Task brief ->
Determine how many lines of the material below include "ImageSurface", and reply with that number alone.

Material shown ->

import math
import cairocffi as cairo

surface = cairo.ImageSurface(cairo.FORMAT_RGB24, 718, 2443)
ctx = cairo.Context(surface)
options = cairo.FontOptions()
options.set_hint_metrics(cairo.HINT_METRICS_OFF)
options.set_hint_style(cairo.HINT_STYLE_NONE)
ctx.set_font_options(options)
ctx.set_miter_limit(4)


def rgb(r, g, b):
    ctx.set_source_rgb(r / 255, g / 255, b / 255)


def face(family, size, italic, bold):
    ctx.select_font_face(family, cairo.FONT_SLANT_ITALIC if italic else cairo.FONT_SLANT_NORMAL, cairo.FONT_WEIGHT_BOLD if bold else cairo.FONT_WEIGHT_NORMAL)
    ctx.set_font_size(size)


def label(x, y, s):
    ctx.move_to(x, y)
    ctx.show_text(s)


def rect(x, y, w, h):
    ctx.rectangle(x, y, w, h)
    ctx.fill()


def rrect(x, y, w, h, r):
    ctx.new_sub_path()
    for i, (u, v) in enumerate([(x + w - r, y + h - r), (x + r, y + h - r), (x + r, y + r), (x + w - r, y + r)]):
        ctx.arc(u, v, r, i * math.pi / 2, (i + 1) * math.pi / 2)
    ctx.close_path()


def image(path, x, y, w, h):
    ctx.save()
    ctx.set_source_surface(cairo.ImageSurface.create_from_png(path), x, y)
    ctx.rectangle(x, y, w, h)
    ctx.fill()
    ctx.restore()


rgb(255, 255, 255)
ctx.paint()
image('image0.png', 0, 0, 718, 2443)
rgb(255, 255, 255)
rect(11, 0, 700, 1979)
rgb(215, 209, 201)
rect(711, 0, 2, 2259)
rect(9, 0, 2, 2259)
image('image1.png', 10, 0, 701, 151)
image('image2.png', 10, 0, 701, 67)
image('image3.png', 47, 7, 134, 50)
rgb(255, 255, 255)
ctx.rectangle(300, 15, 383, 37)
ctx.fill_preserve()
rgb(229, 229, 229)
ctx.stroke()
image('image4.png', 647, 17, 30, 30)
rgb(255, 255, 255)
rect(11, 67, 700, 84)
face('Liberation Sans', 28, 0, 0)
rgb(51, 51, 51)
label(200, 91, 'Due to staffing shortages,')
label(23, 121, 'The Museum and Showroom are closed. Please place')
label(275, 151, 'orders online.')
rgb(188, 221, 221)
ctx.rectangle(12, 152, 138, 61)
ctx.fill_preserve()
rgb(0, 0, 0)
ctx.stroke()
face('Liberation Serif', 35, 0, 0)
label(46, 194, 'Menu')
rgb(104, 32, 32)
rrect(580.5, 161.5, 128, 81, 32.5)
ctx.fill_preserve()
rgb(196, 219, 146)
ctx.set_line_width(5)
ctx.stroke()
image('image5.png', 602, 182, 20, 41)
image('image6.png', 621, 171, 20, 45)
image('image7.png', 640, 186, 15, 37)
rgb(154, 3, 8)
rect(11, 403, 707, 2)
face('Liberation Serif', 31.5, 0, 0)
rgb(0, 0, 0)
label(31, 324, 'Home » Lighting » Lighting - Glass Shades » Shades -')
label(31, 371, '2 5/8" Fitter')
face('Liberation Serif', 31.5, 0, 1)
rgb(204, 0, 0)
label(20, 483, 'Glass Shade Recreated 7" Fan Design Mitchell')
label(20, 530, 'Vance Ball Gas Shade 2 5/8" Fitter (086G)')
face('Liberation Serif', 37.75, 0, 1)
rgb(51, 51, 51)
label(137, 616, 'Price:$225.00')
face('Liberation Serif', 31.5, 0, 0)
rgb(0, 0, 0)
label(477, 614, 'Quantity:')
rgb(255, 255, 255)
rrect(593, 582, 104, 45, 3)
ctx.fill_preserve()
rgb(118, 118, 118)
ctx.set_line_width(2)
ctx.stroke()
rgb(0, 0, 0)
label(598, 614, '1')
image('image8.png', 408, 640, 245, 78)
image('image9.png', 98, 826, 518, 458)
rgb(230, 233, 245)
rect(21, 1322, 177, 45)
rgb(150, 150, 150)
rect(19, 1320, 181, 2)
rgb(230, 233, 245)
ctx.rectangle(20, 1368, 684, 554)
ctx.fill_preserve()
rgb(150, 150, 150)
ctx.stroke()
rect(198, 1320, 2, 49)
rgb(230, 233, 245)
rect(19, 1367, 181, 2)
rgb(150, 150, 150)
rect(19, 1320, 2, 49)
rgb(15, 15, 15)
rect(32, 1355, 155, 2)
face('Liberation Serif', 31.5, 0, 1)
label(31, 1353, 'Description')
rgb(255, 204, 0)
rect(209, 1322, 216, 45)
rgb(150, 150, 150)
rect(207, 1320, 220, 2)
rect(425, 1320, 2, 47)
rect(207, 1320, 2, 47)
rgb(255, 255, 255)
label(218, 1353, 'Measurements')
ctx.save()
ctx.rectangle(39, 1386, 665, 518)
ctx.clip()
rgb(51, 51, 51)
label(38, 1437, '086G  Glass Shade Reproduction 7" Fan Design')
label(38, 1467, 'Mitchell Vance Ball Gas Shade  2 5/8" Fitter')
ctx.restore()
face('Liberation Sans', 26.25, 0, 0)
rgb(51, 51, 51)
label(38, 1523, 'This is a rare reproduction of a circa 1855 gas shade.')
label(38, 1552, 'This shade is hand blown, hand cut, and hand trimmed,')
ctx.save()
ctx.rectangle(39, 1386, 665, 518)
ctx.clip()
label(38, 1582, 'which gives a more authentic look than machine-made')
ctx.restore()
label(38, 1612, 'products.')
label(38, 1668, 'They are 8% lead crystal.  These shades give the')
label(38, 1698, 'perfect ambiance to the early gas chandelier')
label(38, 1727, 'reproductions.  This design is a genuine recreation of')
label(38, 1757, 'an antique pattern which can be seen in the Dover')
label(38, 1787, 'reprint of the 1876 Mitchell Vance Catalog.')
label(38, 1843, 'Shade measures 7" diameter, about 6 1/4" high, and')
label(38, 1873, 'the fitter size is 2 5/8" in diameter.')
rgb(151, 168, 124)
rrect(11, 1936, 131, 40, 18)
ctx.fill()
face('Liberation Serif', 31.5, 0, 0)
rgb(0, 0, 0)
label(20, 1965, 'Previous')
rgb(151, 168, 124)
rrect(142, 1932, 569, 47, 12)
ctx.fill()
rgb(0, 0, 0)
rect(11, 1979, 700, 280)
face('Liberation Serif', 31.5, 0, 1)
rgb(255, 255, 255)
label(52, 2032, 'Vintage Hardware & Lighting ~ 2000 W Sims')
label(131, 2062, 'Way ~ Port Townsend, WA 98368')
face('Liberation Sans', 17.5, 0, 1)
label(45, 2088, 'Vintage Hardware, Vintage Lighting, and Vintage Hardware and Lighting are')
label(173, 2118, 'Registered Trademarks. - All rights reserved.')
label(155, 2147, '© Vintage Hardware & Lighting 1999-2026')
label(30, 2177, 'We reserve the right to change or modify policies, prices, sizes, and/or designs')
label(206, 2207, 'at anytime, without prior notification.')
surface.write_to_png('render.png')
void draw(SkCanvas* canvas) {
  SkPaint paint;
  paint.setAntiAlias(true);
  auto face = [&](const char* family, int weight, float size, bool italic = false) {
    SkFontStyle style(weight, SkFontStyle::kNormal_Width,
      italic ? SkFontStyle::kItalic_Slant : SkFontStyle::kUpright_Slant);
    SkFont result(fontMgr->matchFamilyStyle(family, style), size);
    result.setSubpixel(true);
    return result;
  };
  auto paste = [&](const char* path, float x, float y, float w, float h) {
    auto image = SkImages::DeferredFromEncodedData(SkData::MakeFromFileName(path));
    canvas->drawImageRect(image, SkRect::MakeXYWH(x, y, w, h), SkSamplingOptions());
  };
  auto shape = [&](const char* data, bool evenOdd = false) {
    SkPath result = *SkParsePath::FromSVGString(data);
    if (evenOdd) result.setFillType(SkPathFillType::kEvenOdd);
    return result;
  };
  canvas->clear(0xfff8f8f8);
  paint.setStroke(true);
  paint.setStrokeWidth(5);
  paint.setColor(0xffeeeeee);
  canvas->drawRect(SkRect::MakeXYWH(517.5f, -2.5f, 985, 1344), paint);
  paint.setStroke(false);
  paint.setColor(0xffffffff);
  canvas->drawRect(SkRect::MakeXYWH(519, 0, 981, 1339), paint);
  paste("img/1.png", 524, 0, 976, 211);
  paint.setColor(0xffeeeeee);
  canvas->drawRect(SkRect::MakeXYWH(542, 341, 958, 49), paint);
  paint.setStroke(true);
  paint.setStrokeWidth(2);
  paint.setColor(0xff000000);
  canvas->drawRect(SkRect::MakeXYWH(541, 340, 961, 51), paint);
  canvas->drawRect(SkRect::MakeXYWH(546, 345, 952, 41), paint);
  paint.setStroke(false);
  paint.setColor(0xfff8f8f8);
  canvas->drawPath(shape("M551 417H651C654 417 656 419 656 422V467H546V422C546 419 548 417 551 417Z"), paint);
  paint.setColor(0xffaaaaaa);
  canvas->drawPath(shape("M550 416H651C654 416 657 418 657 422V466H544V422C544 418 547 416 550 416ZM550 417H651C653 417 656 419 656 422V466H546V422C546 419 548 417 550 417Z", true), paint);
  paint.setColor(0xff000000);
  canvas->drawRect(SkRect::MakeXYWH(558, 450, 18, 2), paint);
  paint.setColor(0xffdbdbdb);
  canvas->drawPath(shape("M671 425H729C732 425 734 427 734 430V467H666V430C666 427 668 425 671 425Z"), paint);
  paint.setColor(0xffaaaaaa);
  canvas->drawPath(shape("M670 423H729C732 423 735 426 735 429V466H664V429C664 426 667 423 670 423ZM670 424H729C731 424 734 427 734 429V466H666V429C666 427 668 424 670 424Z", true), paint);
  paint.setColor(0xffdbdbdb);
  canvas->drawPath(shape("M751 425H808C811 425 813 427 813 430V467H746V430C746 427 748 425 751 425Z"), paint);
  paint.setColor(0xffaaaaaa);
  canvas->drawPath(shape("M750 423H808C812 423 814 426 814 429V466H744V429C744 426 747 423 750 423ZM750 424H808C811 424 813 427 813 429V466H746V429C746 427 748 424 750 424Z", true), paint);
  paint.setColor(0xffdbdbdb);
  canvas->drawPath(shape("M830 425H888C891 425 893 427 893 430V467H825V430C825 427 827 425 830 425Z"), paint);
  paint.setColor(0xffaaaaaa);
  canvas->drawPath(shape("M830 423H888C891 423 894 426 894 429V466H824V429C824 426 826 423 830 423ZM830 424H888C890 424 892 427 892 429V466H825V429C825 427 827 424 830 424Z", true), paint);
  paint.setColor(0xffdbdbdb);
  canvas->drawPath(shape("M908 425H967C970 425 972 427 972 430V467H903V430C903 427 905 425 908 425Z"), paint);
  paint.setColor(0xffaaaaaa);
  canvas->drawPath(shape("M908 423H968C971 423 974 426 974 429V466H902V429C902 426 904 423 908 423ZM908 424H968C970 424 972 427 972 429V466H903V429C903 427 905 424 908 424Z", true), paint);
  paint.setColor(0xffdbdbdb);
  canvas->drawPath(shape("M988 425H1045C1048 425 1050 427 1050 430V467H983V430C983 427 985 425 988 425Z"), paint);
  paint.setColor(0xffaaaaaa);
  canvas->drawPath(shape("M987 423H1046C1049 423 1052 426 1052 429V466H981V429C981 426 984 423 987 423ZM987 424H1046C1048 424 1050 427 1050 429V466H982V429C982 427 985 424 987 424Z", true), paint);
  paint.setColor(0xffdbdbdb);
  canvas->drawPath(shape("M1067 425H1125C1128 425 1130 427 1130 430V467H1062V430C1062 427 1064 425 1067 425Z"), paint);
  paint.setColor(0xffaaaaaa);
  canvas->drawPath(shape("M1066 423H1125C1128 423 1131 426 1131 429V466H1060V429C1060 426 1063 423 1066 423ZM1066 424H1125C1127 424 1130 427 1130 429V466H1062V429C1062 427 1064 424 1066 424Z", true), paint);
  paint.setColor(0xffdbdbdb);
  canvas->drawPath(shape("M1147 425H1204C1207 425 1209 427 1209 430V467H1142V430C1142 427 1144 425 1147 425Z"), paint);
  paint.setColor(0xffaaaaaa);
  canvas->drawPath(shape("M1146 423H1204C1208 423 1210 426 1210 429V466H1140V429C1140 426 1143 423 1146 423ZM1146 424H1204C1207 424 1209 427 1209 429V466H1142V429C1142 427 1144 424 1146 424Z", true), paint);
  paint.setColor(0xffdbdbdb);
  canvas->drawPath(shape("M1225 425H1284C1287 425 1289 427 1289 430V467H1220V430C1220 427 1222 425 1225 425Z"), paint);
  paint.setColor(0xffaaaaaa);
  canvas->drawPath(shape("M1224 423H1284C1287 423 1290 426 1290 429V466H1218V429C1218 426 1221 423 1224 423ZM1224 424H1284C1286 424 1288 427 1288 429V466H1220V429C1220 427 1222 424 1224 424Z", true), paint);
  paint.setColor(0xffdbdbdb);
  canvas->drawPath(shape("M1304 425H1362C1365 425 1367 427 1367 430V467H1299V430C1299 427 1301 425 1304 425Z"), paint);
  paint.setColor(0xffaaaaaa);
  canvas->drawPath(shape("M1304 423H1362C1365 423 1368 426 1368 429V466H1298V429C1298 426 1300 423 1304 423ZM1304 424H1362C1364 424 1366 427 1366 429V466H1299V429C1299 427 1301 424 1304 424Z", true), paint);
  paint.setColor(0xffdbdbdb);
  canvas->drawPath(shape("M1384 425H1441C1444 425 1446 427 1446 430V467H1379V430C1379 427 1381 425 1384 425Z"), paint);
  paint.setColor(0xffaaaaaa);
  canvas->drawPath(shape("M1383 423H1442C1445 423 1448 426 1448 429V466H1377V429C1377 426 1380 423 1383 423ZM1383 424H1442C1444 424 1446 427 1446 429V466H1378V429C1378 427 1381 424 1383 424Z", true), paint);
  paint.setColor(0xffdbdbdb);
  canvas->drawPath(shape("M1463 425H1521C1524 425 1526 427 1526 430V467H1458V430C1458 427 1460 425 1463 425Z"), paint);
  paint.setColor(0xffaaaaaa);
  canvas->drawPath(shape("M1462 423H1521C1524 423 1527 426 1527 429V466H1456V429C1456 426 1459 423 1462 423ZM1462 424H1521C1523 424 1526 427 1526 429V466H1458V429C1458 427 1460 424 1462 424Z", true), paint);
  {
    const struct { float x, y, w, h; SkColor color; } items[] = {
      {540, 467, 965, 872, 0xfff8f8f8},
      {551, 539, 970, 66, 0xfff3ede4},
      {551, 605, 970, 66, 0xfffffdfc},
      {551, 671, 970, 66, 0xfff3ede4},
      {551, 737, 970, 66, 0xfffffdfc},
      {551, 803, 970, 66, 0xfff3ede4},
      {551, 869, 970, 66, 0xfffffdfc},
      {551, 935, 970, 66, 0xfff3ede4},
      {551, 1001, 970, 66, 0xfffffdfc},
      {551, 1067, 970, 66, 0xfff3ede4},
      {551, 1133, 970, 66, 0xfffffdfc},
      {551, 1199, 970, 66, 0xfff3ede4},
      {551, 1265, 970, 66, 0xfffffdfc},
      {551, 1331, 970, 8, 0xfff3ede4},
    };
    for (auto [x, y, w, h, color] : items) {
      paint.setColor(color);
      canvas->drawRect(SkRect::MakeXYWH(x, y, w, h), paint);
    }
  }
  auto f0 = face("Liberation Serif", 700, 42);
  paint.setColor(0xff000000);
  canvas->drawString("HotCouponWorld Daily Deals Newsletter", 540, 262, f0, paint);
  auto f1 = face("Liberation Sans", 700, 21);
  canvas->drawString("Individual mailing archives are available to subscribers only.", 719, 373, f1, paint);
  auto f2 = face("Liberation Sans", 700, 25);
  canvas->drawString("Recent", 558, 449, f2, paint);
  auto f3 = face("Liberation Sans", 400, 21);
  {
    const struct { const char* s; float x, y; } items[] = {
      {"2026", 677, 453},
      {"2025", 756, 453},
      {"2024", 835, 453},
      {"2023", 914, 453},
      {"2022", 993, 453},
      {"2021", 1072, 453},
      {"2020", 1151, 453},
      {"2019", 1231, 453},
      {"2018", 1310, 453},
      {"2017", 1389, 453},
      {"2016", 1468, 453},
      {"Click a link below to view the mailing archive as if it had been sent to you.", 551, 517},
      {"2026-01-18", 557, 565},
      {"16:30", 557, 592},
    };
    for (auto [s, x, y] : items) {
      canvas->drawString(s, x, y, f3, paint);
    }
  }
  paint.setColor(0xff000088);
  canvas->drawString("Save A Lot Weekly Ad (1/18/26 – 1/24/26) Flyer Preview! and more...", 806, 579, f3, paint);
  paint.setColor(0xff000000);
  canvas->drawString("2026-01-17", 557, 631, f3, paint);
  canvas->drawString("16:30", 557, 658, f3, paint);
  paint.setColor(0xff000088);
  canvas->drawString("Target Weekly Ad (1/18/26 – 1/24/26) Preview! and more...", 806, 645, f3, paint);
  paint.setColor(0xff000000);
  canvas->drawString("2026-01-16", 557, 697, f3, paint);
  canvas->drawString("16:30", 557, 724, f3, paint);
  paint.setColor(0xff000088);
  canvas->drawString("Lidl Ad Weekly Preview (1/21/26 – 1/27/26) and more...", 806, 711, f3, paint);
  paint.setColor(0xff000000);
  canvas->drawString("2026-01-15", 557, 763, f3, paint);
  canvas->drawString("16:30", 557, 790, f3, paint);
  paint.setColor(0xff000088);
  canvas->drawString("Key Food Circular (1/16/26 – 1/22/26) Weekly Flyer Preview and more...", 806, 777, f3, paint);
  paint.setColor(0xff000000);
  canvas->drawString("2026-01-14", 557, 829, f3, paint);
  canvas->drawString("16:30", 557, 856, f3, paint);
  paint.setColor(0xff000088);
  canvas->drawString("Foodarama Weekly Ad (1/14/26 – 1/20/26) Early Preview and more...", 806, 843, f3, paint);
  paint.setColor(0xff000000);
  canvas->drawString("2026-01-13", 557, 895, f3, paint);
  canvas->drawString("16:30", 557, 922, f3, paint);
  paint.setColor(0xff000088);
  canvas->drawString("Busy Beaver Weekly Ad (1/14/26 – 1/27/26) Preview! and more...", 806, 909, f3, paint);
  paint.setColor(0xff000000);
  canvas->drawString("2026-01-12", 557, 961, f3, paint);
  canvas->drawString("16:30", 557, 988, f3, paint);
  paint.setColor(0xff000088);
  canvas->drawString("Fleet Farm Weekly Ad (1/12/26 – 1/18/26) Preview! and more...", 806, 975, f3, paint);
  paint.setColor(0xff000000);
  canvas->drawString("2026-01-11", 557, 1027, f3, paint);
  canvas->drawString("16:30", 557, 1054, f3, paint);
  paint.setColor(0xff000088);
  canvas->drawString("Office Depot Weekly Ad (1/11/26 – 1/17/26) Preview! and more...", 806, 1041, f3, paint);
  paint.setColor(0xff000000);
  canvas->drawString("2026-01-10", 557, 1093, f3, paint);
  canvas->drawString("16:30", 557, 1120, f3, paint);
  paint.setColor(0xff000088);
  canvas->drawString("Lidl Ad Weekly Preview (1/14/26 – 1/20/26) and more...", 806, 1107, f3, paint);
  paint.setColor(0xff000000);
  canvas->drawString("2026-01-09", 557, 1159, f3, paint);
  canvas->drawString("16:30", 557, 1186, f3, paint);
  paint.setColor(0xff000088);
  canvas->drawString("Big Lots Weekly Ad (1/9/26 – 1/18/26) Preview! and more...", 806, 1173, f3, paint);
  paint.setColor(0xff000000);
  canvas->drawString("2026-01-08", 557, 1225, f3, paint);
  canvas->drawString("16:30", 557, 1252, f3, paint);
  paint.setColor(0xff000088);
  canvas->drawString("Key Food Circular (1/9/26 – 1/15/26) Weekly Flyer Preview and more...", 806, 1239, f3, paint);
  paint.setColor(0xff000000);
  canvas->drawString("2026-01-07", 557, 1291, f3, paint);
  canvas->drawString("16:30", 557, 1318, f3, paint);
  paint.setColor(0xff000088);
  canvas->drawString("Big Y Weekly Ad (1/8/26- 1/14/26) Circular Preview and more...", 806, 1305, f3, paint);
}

Task output ->
2